MATERIAL SUPPLIED Block Start

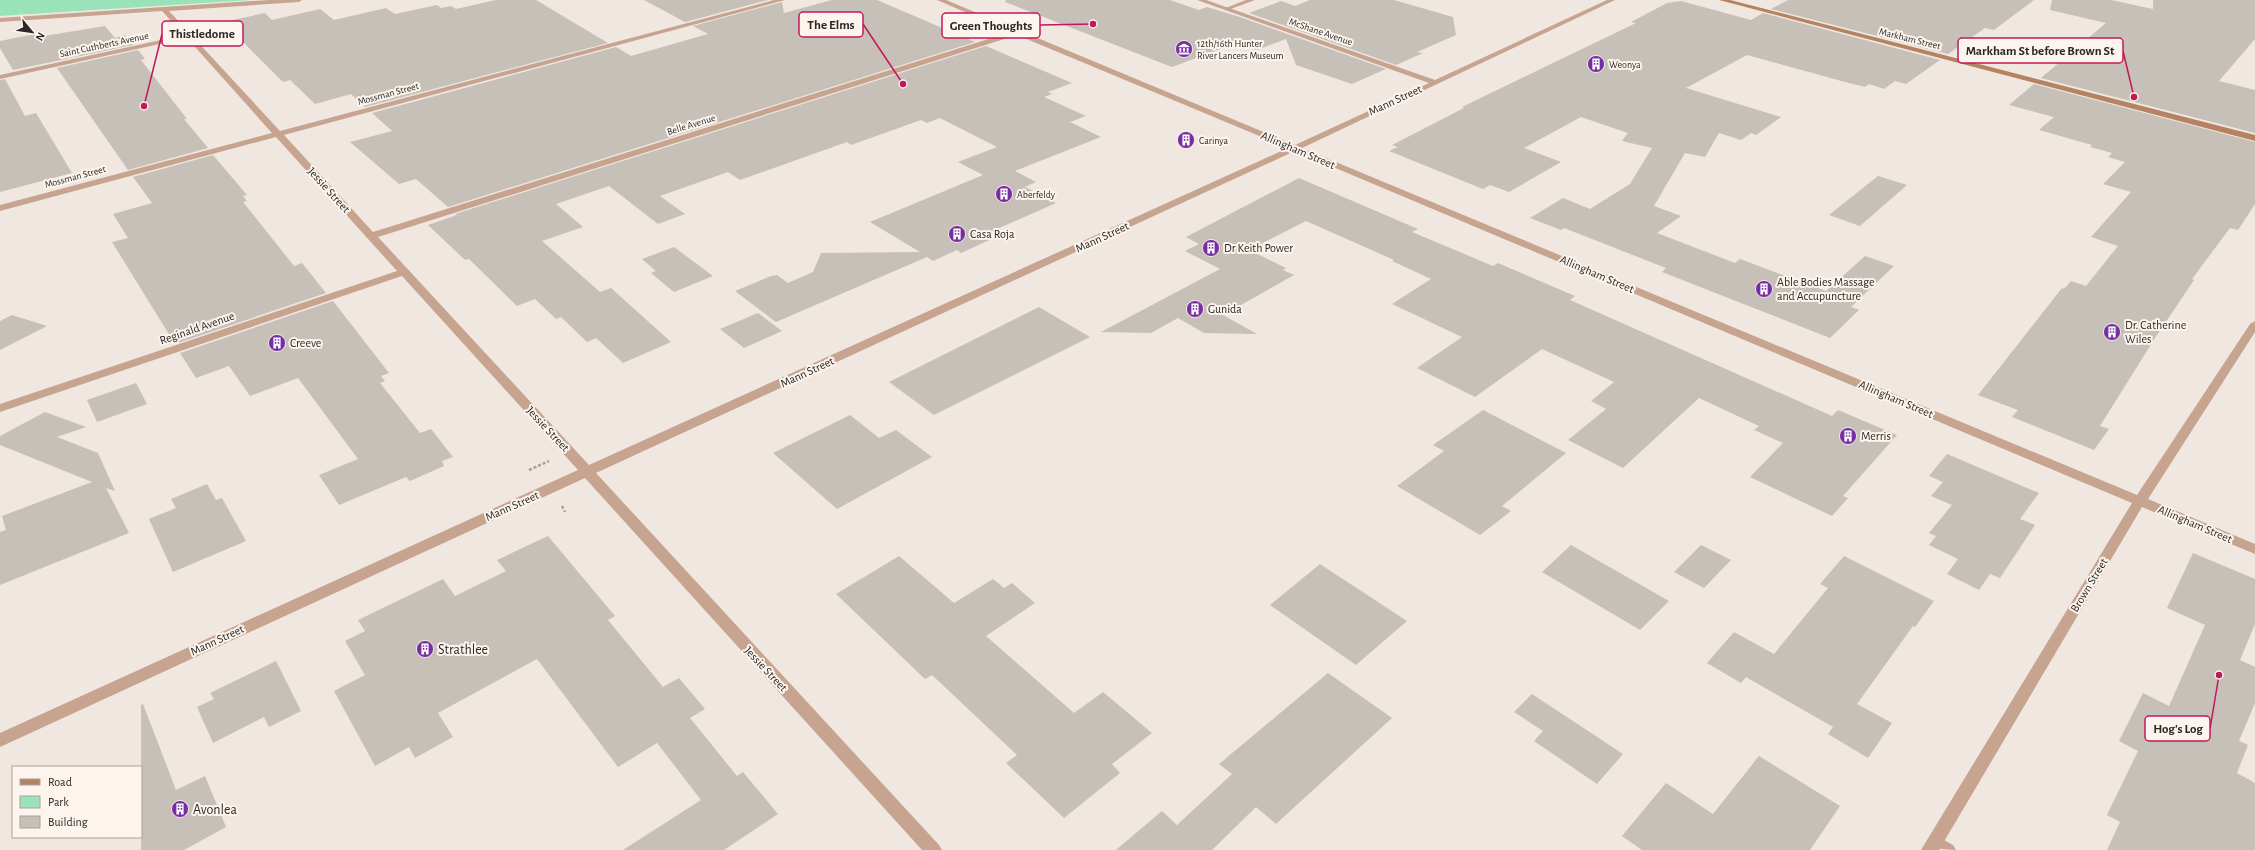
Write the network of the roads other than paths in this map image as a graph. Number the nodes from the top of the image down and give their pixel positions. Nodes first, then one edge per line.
1 (299, 0) edge
2 (782, 0) edge
3 (940, 0) edge
4 (1200, 0) edge
5 (1252, 0) edge
6 (1612, 0) edge
7 (1722, 0) edge
8 (163, 8) junction
9 (1226, 9) junction
10 (0, 20) edge
11 (1018, 32) junction
12 (188, 36) junction
13 (0, 77) edge
14 (1434, 82) junction
15 (277, 134) junction
16 (2255, 138) edge
17 (1294, 148) junction
18 (0, 208) edge
19 (370, 236) junction
20 (403, 272) junction
21 (2255, 324) edge
22 (0, 408) edge
23 (587, 472) junction
24 (2140, 501) junction
25 (2255, 549) edge
26 (0, 740) edge
27 (1938, 848) edge
28 (933, 850) edge

1 - 8 street
2 - 15 street, Mossman Street
3 - 11 street, Allingham Street
4 - 9 street, McShane Avenue
5 - 9 street
6 - 14 street, Mann Street
7 - 16 street, Markham Street
8 - 10 street
8 - 12 street, Jessie Street
9 - 14 street, McShane Avenue
11 - 17 street, Allingham Street
11 - 19 street, Belle Avenue
12 - 13 street, Saint Cuthberts Avenue
12 - 15 street, Jessie Street
14 - 17 street, Mann Street
15 - 18 street, Mossman Street
15 - 19 street, Jessie Street
17 - 23 street, Mann Street
17 - 24 street, Allingham Street
19 - 20 street, Jessie Street
20 - 22 street, Reginald Avenue
20 - 23 street, Jessie Street
21 - 24 street, Brown Street
23 - 26 street, Mann Street
23 - 28 street, Jessie Street
24 - 25 street, Allingham Street
24 - 27 street, Brown Street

MATERIAL SUPPLIED Block End

Read the entries above and find each line holding the word "Allingham". Copy it out.

YOUR SOLUTION –
3 - 11 street, Allingham Street
11 - 17 street, Allingham Street
17 - 24 street, Allingham Street
24 - 25 street, Allingham Street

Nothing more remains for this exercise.